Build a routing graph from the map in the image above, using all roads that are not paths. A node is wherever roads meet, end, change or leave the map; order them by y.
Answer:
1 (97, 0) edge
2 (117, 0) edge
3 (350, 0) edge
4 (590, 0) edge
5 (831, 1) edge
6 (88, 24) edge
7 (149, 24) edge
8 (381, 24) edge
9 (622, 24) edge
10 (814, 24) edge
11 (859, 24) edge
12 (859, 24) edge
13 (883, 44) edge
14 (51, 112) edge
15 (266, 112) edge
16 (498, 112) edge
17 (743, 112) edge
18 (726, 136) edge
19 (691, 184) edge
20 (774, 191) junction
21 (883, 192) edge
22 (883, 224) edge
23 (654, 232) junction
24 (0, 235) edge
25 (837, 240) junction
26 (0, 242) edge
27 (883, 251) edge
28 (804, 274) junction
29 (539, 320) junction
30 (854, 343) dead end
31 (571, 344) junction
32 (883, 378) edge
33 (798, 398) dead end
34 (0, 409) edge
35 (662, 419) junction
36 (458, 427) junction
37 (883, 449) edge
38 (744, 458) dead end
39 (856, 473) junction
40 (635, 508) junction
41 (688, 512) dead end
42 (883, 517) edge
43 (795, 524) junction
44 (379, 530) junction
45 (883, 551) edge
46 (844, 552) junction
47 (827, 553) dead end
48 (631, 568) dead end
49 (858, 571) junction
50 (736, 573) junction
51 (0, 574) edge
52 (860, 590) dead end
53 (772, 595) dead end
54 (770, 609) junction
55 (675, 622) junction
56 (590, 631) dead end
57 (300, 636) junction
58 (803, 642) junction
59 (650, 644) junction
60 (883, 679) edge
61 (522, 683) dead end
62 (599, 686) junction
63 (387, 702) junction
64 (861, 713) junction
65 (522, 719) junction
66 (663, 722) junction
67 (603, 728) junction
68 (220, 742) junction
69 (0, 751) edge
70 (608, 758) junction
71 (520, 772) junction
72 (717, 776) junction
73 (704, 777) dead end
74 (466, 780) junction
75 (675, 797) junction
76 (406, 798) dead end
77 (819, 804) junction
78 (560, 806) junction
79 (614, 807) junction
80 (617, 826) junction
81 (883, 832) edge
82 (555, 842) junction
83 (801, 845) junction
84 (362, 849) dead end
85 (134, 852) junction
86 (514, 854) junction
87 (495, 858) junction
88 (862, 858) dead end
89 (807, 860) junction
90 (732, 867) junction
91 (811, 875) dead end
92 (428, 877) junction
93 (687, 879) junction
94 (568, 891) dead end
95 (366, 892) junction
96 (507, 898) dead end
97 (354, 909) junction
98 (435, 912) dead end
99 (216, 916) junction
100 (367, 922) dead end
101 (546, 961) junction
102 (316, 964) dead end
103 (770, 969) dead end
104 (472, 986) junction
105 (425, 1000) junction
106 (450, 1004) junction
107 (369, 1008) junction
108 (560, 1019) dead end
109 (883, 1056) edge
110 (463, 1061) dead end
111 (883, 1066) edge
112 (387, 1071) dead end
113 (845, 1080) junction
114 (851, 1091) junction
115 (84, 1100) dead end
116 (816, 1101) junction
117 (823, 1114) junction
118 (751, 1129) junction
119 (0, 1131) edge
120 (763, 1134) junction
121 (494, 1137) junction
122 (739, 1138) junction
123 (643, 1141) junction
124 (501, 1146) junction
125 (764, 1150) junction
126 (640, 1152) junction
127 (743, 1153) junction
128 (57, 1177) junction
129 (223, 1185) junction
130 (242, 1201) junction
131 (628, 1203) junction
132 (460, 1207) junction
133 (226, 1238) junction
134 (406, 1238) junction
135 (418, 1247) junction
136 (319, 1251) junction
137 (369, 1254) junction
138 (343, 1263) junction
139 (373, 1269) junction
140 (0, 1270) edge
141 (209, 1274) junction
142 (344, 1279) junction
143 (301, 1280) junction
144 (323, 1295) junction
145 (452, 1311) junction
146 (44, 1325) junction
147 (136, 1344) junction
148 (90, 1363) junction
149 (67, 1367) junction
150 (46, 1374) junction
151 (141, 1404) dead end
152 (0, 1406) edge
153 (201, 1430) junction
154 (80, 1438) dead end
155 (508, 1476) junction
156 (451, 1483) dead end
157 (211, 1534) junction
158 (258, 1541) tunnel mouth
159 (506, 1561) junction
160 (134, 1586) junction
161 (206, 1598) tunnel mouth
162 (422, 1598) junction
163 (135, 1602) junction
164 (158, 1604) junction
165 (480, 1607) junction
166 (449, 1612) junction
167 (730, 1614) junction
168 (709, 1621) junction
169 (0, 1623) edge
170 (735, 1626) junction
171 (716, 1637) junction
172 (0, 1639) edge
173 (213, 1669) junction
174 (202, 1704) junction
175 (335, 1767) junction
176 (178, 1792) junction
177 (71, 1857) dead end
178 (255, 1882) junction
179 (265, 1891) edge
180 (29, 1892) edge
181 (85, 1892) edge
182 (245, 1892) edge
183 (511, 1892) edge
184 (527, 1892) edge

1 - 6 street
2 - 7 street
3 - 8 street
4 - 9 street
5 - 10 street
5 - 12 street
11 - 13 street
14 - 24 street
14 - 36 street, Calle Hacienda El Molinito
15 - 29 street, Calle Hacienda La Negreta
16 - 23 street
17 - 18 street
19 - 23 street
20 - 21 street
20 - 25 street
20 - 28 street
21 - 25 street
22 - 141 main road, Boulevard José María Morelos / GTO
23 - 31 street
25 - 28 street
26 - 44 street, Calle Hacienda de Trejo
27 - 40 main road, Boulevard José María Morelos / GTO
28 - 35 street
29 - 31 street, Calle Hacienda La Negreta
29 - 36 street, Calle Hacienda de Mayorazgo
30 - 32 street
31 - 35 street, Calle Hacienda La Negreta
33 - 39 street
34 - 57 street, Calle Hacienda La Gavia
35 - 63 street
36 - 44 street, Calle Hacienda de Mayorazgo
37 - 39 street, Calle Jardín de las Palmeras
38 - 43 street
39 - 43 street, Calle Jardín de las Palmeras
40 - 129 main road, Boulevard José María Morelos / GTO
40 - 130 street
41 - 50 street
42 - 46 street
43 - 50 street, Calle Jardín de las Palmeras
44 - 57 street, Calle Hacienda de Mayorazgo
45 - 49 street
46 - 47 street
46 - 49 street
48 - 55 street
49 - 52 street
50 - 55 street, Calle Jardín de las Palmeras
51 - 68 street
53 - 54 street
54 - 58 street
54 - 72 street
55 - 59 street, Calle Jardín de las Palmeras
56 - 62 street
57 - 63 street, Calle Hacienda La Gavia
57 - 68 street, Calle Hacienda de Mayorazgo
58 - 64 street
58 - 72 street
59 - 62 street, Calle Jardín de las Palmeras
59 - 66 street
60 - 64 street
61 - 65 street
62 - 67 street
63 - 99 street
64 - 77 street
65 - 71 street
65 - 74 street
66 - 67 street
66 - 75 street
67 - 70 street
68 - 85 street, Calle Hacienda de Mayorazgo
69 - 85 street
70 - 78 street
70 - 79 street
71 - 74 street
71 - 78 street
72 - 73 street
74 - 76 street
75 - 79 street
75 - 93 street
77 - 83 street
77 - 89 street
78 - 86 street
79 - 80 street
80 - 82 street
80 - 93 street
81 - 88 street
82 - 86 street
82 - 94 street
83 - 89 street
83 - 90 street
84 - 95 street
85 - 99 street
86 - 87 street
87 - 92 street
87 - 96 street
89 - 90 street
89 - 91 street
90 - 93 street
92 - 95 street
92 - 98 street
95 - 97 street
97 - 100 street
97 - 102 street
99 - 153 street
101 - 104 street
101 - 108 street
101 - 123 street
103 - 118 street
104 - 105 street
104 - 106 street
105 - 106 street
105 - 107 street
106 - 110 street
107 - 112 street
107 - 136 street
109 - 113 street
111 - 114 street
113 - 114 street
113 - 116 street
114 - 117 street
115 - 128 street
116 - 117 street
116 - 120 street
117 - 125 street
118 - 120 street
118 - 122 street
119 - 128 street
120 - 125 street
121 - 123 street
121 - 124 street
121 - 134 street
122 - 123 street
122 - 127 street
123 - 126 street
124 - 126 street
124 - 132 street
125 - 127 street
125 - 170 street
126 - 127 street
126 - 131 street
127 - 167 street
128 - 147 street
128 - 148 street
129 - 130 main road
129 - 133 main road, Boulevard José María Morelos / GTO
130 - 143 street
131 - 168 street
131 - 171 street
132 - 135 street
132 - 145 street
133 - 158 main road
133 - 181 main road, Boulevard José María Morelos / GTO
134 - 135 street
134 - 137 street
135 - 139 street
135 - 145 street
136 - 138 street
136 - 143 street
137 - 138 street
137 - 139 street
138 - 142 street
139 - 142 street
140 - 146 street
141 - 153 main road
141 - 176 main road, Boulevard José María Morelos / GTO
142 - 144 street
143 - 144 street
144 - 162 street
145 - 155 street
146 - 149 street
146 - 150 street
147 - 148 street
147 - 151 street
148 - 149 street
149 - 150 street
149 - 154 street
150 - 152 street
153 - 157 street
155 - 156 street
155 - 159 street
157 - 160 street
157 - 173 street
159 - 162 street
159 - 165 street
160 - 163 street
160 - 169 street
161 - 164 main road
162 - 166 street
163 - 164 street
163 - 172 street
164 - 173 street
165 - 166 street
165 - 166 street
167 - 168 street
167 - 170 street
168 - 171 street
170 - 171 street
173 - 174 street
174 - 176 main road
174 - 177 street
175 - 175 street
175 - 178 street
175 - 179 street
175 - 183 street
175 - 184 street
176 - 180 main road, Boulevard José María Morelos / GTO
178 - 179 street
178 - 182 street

◇ ◇ ◇

#### TASK BRIEF:
Return, in full, every line of these entries that holds "Negreta".

#### RESPONSE AREA:
15 - 29 street, Calle Hacienda La Negreta
29 - 31 street, Calle Hacienda La Negreta
31 - 35 street, Calle Hacienda La Negreta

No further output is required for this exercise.